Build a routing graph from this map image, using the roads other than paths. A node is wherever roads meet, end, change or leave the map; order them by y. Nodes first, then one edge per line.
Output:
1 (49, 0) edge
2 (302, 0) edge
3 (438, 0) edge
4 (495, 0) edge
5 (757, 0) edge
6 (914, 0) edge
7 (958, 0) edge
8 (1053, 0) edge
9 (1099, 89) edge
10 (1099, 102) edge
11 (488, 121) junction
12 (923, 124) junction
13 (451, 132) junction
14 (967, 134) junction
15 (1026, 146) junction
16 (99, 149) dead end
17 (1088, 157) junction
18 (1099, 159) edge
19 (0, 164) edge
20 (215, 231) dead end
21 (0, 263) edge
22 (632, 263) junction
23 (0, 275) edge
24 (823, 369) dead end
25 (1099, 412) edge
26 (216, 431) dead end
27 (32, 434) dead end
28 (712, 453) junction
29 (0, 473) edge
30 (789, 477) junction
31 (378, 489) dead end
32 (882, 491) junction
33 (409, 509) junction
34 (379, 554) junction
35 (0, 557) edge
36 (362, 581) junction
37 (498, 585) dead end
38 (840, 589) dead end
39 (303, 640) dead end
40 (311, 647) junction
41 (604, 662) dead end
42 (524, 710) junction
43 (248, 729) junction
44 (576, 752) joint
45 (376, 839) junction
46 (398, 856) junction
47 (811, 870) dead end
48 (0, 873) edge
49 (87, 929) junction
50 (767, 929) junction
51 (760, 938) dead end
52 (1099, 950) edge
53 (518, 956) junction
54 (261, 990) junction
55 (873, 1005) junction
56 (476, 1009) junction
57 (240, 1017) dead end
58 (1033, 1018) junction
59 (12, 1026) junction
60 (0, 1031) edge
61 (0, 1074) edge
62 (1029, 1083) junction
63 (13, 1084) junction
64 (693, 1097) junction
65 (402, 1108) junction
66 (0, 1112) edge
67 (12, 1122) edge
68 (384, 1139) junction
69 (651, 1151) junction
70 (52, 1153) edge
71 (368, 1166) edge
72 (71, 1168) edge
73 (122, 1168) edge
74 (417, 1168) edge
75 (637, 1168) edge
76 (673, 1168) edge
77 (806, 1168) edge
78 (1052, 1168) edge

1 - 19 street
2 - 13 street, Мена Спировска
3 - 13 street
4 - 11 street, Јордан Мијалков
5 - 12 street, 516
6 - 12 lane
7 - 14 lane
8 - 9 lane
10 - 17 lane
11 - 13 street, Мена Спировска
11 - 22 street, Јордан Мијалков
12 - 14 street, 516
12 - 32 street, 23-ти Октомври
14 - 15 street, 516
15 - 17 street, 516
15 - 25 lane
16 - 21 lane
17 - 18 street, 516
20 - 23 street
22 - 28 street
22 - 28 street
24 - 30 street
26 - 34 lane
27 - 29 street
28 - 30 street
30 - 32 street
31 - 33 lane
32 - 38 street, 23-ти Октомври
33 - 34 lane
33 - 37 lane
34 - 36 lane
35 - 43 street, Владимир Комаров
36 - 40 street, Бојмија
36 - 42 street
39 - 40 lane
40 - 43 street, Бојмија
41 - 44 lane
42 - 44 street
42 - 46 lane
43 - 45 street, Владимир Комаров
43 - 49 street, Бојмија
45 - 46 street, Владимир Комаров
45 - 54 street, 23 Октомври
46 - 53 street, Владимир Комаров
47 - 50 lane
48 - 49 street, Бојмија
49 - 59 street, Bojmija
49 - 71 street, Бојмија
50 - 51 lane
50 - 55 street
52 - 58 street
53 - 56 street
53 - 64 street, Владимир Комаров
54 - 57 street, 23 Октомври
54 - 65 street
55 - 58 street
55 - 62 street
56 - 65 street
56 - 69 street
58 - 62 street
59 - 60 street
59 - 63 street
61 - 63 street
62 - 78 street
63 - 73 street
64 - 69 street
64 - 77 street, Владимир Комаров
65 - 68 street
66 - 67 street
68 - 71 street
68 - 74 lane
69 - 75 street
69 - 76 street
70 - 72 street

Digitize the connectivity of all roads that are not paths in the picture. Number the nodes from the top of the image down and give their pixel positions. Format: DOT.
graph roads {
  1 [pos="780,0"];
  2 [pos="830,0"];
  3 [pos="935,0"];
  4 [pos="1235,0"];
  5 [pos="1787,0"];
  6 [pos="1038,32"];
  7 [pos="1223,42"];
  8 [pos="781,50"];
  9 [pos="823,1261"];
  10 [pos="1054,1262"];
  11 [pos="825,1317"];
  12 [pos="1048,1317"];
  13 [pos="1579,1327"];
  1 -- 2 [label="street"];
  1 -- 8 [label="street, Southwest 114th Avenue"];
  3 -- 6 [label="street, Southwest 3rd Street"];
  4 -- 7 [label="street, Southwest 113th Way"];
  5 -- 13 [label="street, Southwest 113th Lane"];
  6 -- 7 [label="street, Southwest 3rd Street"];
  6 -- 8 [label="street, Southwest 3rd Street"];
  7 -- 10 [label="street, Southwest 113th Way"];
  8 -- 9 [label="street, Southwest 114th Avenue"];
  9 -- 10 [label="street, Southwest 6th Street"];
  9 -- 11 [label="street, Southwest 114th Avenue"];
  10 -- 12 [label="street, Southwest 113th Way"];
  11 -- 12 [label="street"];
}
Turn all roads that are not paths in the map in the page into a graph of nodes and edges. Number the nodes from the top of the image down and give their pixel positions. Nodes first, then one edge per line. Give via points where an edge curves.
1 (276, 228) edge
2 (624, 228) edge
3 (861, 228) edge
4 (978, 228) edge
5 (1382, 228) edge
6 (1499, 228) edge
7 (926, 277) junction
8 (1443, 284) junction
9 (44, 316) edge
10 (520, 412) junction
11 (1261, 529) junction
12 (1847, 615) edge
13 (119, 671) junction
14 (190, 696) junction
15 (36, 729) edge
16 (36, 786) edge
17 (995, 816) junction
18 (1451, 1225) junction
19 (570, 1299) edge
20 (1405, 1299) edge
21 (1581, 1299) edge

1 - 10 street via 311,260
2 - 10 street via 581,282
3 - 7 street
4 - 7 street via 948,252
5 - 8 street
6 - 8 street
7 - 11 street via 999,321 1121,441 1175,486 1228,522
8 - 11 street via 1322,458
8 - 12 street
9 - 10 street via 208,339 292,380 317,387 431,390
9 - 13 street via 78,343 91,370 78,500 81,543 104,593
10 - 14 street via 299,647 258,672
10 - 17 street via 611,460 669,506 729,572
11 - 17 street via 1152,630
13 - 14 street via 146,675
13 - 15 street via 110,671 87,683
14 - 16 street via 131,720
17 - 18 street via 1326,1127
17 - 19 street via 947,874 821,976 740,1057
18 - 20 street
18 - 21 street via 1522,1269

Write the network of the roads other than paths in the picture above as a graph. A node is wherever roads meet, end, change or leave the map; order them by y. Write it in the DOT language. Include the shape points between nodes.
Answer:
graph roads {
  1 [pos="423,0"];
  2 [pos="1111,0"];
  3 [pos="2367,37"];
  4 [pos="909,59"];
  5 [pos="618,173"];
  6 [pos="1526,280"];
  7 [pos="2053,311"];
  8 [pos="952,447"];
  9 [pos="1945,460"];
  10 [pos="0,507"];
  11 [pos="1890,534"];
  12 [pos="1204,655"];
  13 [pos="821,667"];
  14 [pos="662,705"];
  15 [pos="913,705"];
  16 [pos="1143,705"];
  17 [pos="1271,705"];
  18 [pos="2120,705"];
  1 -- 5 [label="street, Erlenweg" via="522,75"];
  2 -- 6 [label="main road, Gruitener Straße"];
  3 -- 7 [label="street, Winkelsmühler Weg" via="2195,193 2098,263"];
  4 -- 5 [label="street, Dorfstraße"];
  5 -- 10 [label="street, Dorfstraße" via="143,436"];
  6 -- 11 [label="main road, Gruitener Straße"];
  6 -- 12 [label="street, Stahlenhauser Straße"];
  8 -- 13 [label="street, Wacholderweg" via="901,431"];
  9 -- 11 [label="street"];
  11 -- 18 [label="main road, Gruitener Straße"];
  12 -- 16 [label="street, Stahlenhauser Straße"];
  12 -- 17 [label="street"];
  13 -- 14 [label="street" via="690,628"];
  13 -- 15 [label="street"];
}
===
Your answer should consist of all lines above that include the string "wherever".

* TASK RESULT
Build a routing graph from this map image, using the roads other than paths. A node is wherever roads meet, end, change or leave the map; order them by y. Nodes first, then one edge per line.
Write the network of the roads other than paths in the picture above as a graph. A node is wherever roads meet, end, change or leave the map; order them by y. Write it in the DOT language. Include the shape points between nodes.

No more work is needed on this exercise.